I’m addicted to satellite radio. We just got a new car and we haven’t had the satellite radio put in yet, and it’s driving me insane.
NEXT PAGE: ”I went through six years of always having a little baby in my arms, and so my other hand was pretty much shaped in the form of a book to hold it open.”
ENTERTAINMENT WEEKLY: What do you listen to when you’re writing?
STEPHENIE MEYER: [For a while], it was almost exclusively Linking Park. Linking Park is fantastic for action scenes, because it just has that beat that drives the momentum of the writing.
[Writing] New Moon, I listened to a lot more Muse all the time. Muse is my favorite band, and they’re really good for writing because they’ve got an angsty kind of emotion. The new book [Eclipse] was perky; I listened to OK Go and Gomez.
You’re so prolific, yet you’re raising three kids too. What’s your day to day like?
It’s kind of weird. Everything’s been shifting. The boys are getting older now, and they’re a lot more self sufficient, and they don’t always want to hang out with mom.
So that frees up some writing time, and for the first time this fall, I’ll have all three of my kids in all-day school. So that’s just going to be an amazing amount of time, I can barely compute it.
Given how fast you write, they better get the presses ready.
[Laughs] Sometimes it also makes me nervous. [My fans] count on me to be a fast writer, with a once-a-year release schedule, which, you know, isn’t entirely fair. I mean, how long did they give J.K. Rowling?
[Laughs] She gets a good couple of years between her books, and [Eragon author] Christopher Paolina gets two or three, too. But I know fans want [the new books], and you want to give them what they want.
Your next book, set for next spring, is The Host, which you’ve described as possibly the first love triangle that involves only two bodies. It’s also being billed as your first adult book.
It is, but it’s not really any different. I didn’t write Twilight thinking, ”Oh, I will appeal to 16 year olds with this.” I don’t believe that you need to write down to teenagers. When I was a teenager, all I read was adult novels.
My favorite books back then were Pride and Prejudice and Gone with the Wind, and I was reading big books from the time when I was little, and I don’t think you can sell the kids short and say, ”Well, we’re going to have to dumb it down for them.” They really don’t need that.
We’ve got some questions from a 12-year-old superfan of yours named Lily. First thing she asks is, ”If Twilight was your first book, what’d you do before that?”
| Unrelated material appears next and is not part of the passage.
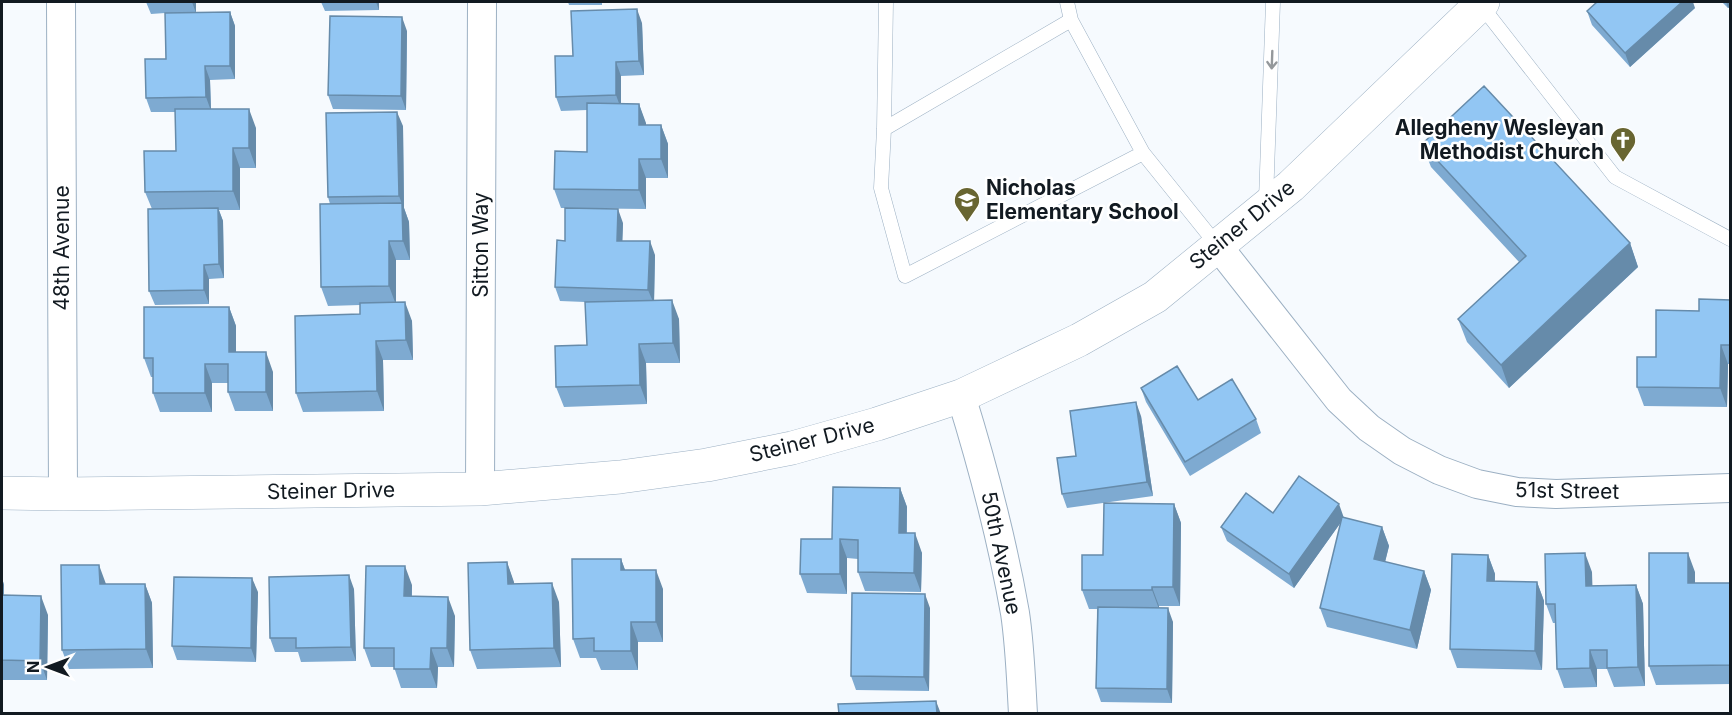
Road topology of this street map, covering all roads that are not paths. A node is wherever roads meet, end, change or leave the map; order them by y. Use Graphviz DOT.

Before that I was a mom. I did scrapbooking! I never finished any of that, though. And I read. I just read all the time. In fact, my husband my used to tease me.
I went through six years of always having a little baby in my arms, and so my other hand was pretty much shaped in the form of a book to hold it open. I probably read five or six novels a week.
Next Lily asks, ”Are you writing anymore, because if you aren’t I am very mad!”
I am. I have a file of novel ideas just waiting for me. Right now I’m working on book four in the Twilight series, and after that I may work on a sequel to The Host.
But then I also have this other novel that’s probably a [young adult] story about mermaids, which was always a favorite thing of mine growing up. And I’ve got mysteries and adventures and all kinds of things in my files. Someday, hopefully, I’ll get to write them all.
Lily wonders, ”Did you, like, put a drug in your books that makes them addictive and impossible to put down, or is that just called really good writing?”
[Laughs] I don’t know. That’s one of the things that’s always surprised me, when people say, ”I couldn’t put your books down,” or ”I finished one and picked it up again immediately and reread it.” That’s the hugest compliment in the world. It’s exciting that people feel that way.
It’s nice of you to answer a few questions from a 12-year-old fan.
Oh no, you know what? I’ve developed this humongous love for 12-year-old girls! They have the best questions, and they’re so into the stories. You really can’t write for a better audience. I say to all other authors: If you’re not writing for teenage girls, you’re missing out on a lot of love.